- WHAT YOU SHOULD DO
Please repeat each line of the data exactly, with nothing left out.

========================

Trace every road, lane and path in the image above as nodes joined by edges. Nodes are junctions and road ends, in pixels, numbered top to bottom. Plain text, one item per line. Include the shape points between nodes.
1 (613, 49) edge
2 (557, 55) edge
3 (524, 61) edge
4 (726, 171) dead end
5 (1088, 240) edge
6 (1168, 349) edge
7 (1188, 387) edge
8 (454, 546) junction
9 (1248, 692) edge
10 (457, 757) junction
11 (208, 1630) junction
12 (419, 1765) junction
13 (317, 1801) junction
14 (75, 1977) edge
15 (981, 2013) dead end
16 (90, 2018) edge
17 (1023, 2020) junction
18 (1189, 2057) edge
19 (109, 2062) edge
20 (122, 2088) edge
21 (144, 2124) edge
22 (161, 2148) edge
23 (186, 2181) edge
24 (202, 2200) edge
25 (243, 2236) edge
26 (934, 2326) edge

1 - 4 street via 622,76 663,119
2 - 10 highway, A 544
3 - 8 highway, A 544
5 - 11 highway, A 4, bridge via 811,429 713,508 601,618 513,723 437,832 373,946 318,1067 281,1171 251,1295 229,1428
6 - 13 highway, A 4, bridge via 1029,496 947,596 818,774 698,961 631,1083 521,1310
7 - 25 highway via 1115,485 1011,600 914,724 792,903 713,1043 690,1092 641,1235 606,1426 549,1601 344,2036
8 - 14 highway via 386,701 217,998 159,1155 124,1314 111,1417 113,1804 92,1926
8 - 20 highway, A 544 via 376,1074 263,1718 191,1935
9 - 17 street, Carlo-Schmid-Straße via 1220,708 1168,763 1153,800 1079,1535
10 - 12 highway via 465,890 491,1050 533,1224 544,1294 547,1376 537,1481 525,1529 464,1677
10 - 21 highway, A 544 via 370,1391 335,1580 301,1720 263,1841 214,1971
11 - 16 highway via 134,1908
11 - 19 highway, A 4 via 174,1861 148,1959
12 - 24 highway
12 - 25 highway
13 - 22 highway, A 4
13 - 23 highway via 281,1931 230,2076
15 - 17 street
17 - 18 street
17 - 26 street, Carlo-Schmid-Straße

========================

- WRITTEN ANSWER
Trace every road, lane and path in the image above as nodes joined by edges. Nodes are junctions and road ends, in pixels, numbered top to bottom. Plain text, one item per line. Include the shape points between nodes.
1 (613, 49) edge
2 (557, 55) edge
3 (524, 61) edge
4 (726, 171) dead end
5 (1088, 240) edge
6 (1168, 349) edge
7 (1188, 387) edge
8 (454, 546) junction
9 (1248, 692) edge
10 (457, 757) junction
11 (208, 1630) junction
12 (419, 1765) junction
13 (317, 1801) junction
14 (75, 1977) edge
15 (981, 2013) dead end
16 (90, 2018) edge
17 (1023, 2020) junction
18 (1189, 2057) edge
19 (109, 2062) edge
20 (122, 2088) edge
21 (144, 2124) edge
22 (161, 2148) edge
23 (186, 2181) edge
24 (202, 2200) edge
25 (243, 2236) edge
26 (934, 2326) edge

1 - 4 street via 622,76 663,119
2 - 10 highway, A 544
3 - 8 highway, A 544
5 - 11 highway, A 4, bridge via 811,429 713,508 601,618 513,723 437,832 373,946 318,1067 281,1171 251,1295 229,1428
6 - 13 highway, A 4, bridge via 1029,496 947,596 818,774 698,961 631,1083 521,1310
7 - 25 highway via 1115,485 1011,600 914,724 792,903 713,1043 690,1092 641,1235 606,1426 549,1601 344,2036
8 - 14 highway via 386,701 217,998 159,1155 124,1314 111,1417 113,1804 92,1926
8 - 20 highway, A 544 via 376,1074 263,1718 191,1935
9 - 17 street, Carlo-Schmid-Straße via 1220,708 1168,763 1153,800 1079,1535
10 - 12 highway via 465,890 491,1050 533,1224 544,1294 547,1376 537,1481 525,1529 464,1677
10 - 21 highway, A 544 via 370,1391 335,1580 301,1720 263,1841 214,1971
11 - 16 highway via 134,1908
11 - 19 highway, A 4 via 174,1861 148,1959
12 - 24 highway
12 - 25 highway
13 - 22 highway, A 4
13 - 23 highway via 281,1931 230,2076
15 - 17 street
17 - 18 street
17 - 26 street, Carlo-Schmid-Straße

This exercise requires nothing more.